Her warning comes as Germans flocked to the shops on Monday. Small stores, car and bicycle dealers, and bookstores re-opened, under an agreement Merkel reached with state leaders last Wednesday.
Germany is currently the country with the fifth highest number of COVID-19 infections, but it has seen a slowdown in transmission rates following a partial lockdown and social distancing regulations in mid March.
Endless discussions about swift further easing of restrictions were not helpful, said Merkel. Germany must stay cautious and disciplined to avoid running the risk of increasing transmission levels again.
"We stand at the beginning of the pandemic and are still a long way from being out of the woods," Mekel told journalists in Berlin.
It would be a "crying shame if we were to stumble into a relapse with our eyes wide open".
The hashtag #Öffnungsdiskussionsorgien (reopening discussion orgies, loosely translated) was trending second place on German Twitter on Monday afternoon.

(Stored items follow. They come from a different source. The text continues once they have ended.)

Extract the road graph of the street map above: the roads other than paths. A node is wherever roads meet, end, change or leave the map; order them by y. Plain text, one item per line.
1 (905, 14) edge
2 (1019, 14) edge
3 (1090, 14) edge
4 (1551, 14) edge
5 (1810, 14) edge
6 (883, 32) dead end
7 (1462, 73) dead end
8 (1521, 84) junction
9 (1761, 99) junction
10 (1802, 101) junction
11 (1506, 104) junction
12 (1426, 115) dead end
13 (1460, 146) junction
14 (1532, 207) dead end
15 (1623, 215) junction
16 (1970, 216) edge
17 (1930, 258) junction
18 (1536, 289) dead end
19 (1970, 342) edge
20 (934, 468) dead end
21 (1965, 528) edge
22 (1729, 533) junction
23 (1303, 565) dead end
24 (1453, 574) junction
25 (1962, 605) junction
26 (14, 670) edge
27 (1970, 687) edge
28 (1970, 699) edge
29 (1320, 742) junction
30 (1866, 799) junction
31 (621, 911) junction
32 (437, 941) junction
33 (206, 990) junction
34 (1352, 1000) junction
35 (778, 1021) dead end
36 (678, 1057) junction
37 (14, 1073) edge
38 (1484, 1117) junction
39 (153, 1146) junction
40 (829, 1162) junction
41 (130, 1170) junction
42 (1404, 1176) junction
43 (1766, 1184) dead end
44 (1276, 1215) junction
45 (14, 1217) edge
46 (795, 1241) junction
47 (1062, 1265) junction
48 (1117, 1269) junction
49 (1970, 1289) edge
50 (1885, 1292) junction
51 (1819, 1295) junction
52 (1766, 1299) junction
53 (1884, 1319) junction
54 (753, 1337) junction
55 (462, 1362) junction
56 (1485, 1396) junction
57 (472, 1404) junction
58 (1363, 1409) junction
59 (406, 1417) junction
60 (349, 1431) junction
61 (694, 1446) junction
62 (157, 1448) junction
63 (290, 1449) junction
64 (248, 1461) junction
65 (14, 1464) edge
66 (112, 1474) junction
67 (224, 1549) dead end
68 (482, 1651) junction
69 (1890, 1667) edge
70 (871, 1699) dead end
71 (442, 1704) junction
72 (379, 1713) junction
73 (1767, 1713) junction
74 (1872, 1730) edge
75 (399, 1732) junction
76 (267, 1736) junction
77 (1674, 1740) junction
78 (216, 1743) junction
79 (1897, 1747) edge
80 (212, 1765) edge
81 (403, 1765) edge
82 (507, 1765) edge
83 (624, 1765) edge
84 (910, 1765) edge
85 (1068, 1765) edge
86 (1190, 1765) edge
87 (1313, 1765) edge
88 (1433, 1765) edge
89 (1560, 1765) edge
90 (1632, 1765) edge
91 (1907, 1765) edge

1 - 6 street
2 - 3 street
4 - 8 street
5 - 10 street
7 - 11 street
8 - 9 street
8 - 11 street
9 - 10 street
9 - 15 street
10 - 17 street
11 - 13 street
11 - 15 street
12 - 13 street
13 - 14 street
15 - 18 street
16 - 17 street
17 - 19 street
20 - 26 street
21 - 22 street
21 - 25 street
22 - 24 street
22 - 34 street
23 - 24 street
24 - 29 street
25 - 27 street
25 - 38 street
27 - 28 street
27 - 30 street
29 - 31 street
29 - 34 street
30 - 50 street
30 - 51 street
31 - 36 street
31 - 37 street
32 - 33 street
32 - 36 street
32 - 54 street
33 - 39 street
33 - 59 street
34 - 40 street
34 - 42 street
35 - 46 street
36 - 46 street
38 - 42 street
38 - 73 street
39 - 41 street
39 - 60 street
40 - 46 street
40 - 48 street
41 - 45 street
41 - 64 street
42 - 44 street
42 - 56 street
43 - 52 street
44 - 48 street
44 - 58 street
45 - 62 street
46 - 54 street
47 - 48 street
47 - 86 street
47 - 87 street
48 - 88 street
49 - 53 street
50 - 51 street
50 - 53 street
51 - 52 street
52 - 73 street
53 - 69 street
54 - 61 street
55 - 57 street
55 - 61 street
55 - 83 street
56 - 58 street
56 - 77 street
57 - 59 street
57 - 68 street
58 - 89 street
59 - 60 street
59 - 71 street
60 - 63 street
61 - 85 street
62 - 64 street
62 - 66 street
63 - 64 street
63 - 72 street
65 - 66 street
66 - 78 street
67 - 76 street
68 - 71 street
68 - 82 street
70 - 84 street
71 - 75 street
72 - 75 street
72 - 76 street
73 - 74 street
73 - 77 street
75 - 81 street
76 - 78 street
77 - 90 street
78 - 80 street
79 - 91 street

Germany's public service broadcaster ZDF tweeted: "Angela Merkel criticizes "#Öffnungsdiskussionsorgien" – but often wins at Scrabble." – referring to the popular board game, but apparently forgetting that players only receive seven letters in it.
Bettina Stark-Watzinger from the opposition liberal Free Democrat Party (FDP), was not amused: "The current restrictions should be justified every day. A debate about how we can moderately regain our freedoms is essential for our democracy. Merkel should therefore not dismiss discussions as #Öffnungsdiskussionsorgien!" she tweeted.
But Merkel cautioned state leaders against further easing restrictions. "We must remain vigilant and disciplined," she said.
Owing to Germany's federal system, states are largely responsible for how they enact restrictions to curb the novel coronavirus. Among Merkel's conservative allies, North Rhine-Westphalia's state premier Armin Laschet has been among those most keen to relax the shutdown, while Bavaria's Markus Söder has been calling for a gradual approach.
In Germany, more than 4,600 people have died from complications caused by the novel coronavirus, according to Johns Hopkins figures. At least 145,000 people have tested positive.